WORK INSTRUCTIONS =
Read the entries that follow and give each one again precisely.

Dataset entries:

--- START ---

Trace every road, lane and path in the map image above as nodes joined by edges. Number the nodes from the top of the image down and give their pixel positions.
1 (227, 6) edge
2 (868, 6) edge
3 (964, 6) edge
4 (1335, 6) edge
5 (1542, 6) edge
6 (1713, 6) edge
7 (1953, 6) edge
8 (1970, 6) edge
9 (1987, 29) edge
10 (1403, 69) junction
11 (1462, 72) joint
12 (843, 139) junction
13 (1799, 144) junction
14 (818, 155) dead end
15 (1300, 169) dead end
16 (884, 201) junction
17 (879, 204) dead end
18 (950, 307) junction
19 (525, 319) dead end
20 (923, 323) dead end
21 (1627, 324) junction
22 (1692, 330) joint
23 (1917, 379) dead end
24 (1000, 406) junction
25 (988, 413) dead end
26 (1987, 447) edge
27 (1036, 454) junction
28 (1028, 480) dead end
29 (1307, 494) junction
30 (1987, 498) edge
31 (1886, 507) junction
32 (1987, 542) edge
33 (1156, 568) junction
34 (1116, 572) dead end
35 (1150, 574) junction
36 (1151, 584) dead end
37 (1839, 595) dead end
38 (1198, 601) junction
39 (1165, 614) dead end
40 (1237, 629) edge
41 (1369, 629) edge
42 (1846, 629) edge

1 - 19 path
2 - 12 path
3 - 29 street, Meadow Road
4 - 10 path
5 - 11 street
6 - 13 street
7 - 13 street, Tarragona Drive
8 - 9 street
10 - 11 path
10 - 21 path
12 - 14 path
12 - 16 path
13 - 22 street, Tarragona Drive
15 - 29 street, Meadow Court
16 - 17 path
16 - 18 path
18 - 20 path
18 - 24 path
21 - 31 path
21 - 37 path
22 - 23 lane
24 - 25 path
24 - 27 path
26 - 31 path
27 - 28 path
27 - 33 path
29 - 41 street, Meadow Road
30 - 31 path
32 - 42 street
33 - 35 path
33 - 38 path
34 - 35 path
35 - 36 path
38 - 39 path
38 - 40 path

--- END ---

EXPECTED ANSWER =
Trace every road, lane and path in the map image above as nodes joined by edges. Number the nodes from the top of the image down and give their pixel positions.
1 (227, 6) edge
2 (868, 6) edge
3 (964, 6) edge
4 (1335, 6) edge
5 (1542, 6) edge
6 (1713, 6) edge
7 (1953, 6) edge
8 (1970, 6) edge
9 (1987, 29) edge
10 (1403, 69) junction
11 (1462, 72) joint
12 (843, 139) junction
13 (1799, 144) junction
14 (818, 155) dead end
15 (1300, 169) dead end
16 (884, 201) junction
17 (879, 204) dead end
18 (950, 307) junction
19 (525, 319) dead end
20 (923, 323) dead end
21 (1627, 324) junction
22 (1692, 330) joint
23 (1917, 379) dead end
24 (1000, 406) junction
25 (988, 413) dead end
26 (1987, 447) edge
27 (1036, 454) junction
28 (1028, 480) dead end
29 (1307, 494) junction
30 (1987, 498) edge
31 (1886, 507) junction
32 (1987, 542) edge
33 (1156, 568) junction
34 (1116, 572) dead end
35 (1150, 574) junction
36 (1151, 584) dead end
37 (1839, 595) dead end
38 (1198, 601) junction
39 (1165, 614) dead end
40 (1237, 629) edge
41 (1369, 629) edge
42 (1846, 629) edge

1 - 19 path
2 - 12 path
3 - 29 street, Meadow Road
4 - 10 path
5 - 11 street
6 - 13 street
7 - 13 street, Tarragona Drive
8 - 9 street
10 - 11 path
10 - 21 path
12 - 14 path
12 - 16 path
13 - 22 street, Tarragona Drive
15 - 29 street, Meadow Court
16 - 17 path
16 - 18 path
18 - 20 path
18 - 24 path
21 - 31 path
21 - 37 path
22 - 23 lane
24 - 25 path
24 - 27 path
26 - 31 path
27 - 28 path
27 - 33 path
29 - 41 street, Meadow Road
30 - 31 path
32 - 42 street
33 - 35 path
33 - 38 path
34 - 35 path
35 - 36 path
38 - 39 path
38 - 40 path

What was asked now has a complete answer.